» Exercise details
Each line in the entries below that holds the string "SALISBURY" must be copied.

» The records

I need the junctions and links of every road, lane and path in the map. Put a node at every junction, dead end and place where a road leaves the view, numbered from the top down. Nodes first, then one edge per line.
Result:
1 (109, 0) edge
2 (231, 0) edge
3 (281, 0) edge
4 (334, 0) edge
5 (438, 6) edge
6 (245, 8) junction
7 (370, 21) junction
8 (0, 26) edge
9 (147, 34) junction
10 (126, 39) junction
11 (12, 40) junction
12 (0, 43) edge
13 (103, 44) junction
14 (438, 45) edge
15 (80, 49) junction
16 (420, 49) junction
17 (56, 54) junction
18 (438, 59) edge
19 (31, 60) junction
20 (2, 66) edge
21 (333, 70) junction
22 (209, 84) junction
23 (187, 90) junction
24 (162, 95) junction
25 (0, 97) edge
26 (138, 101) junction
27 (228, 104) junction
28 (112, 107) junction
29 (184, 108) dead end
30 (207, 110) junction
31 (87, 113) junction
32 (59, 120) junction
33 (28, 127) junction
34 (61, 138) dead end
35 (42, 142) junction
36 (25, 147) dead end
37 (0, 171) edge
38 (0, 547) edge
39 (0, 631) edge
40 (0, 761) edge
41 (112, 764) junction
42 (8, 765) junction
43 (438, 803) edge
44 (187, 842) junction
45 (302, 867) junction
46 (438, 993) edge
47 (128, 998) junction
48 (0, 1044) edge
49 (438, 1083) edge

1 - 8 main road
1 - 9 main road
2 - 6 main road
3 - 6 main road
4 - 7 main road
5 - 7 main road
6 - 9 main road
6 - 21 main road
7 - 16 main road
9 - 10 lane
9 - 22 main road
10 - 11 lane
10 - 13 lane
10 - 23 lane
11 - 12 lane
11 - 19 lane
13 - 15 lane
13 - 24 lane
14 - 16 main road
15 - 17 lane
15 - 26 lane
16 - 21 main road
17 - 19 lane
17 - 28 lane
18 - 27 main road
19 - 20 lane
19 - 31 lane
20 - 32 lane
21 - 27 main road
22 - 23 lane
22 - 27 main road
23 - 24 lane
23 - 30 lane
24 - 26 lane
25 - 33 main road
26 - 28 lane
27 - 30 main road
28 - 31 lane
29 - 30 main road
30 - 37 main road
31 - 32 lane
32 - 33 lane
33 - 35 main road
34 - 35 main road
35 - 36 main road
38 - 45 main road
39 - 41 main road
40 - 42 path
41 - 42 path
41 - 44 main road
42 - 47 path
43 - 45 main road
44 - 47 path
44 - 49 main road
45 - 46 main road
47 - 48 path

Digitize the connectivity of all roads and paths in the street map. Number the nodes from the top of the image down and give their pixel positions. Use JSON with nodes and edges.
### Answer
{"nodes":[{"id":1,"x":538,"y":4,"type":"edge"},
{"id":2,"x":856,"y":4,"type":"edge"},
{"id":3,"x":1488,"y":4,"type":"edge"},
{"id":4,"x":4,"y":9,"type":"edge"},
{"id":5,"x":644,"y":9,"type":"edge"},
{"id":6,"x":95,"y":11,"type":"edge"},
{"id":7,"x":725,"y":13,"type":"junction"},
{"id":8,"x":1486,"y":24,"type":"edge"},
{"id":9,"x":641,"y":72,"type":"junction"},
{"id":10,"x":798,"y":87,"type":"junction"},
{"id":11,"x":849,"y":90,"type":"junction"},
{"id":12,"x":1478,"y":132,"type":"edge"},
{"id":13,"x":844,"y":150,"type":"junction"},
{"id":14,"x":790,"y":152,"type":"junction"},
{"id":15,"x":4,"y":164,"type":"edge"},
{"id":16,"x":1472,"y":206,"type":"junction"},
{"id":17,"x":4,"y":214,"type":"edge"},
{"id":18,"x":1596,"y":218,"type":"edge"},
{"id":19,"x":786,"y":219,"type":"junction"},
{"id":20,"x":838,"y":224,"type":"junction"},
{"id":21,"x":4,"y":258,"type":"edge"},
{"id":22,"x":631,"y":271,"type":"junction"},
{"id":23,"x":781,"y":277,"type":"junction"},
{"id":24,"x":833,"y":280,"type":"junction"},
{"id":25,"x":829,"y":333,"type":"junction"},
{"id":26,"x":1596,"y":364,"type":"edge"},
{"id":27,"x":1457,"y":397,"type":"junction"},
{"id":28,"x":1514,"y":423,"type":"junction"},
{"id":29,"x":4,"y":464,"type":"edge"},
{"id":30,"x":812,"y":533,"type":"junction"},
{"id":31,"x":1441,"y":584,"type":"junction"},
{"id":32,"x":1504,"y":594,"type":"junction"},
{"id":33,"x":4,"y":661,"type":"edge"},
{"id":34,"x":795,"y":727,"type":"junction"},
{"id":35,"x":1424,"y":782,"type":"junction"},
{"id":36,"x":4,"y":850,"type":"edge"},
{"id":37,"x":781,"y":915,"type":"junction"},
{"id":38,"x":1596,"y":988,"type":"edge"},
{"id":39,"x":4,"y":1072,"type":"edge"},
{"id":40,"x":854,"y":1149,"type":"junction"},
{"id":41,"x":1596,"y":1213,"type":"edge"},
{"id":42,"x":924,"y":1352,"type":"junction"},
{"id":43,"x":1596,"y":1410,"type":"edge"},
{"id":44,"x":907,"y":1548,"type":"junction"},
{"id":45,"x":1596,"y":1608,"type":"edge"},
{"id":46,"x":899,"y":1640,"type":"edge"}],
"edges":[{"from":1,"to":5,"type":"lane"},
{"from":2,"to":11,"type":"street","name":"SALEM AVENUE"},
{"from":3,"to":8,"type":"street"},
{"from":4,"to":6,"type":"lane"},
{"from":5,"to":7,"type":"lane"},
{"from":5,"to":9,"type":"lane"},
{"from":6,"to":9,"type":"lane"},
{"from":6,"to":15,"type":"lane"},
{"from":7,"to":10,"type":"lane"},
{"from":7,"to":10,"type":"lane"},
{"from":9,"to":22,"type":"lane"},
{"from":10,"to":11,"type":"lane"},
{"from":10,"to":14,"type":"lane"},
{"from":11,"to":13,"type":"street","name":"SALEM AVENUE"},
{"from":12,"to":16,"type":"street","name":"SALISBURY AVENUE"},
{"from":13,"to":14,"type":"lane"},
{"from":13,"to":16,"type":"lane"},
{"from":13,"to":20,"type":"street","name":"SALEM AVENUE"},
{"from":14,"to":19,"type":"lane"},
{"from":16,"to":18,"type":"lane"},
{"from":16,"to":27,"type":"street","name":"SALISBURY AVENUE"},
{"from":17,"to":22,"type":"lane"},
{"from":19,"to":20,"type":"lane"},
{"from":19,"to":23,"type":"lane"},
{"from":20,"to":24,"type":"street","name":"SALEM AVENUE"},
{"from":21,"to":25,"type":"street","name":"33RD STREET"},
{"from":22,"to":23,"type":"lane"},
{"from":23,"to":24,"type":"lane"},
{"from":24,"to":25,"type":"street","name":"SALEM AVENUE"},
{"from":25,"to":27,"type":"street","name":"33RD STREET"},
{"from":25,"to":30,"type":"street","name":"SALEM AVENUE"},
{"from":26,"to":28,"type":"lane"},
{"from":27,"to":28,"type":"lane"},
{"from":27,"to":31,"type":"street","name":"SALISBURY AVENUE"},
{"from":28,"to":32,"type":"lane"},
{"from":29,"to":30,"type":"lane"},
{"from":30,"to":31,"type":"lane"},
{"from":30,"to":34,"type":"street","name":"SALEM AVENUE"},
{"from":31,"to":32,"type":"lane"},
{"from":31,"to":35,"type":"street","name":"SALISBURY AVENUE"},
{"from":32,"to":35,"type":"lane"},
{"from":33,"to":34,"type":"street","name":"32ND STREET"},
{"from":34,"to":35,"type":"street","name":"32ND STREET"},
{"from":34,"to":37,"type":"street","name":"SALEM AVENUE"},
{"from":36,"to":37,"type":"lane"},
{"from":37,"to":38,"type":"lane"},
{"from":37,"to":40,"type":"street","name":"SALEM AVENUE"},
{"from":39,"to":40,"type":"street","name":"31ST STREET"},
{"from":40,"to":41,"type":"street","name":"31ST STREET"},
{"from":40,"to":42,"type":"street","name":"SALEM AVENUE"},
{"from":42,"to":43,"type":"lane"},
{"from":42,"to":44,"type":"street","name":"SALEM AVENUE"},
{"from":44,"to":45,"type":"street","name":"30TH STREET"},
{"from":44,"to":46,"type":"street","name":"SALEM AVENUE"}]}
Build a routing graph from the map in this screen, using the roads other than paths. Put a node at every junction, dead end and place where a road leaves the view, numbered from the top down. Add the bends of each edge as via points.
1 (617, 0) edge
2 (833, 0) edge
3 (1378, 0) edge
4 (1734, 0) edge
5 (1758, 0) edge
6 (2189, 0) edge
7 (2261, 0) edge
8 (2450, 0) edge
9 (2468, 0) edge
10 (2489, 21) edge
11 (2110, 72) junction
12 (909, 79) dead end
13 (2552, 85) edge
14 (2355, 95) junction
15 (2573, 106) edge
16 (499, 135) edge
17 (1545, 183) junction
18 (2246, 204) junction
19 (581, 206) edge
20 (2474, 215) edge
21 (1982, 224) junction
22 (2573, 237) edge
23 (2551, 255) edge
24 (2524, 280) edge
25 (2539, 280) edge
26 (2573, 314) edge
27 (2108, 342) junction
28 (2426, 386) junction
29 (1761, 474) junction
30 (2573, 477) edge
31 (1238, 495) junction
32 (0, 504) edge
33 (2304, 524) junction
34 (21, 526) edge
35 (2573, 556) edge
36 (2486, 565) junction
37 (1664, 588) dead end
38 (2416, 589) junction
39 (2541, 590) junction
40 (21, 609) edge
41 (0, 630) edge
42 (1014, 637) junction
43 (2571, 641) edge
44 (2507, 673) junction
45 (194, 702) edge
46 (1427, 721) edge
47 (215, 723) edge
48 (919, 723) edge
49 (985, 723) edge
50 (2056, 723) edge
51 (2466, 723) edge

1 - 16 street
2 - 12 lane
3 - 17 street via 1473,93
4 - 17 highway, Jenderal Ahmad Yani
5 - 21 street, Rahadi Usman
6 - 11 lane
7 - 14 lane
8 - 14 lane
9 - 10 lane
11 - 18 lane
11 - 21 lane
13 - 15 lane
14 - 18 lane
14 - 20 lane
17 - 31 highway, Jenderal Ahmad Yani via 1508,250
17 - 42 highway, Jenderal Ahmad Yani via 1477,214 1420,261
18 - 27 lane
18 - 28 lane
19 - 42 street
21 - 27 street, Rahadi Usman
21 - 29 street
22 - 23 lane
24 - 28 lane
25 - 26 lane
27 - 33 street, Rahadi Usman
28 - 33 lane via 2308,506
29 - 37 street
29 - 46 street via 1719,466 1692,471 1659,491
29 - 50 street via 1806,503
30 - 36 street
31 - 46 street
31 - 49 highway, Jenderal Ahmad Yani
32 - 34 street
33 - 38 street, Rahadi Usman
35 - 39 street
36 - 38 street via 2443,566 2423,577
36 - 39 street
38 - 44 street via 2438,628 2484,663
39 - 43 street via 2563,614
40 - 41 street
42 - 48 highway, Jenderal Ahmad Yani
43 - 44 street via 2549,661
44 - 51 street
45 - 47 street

» Output of the task
{"from":12,"to":16,"type":"street","name":"SALISBURY AVENUE"},
{"from":16,"to":27,"type":"street","name":"SALISBURY AVENUE"},
{"from":27,"to":31,"type":"street","name":"SALISBURY AVENUE"},
{"from":31,"to":35,"type":"street","name":"SALISBURY AVENUE"},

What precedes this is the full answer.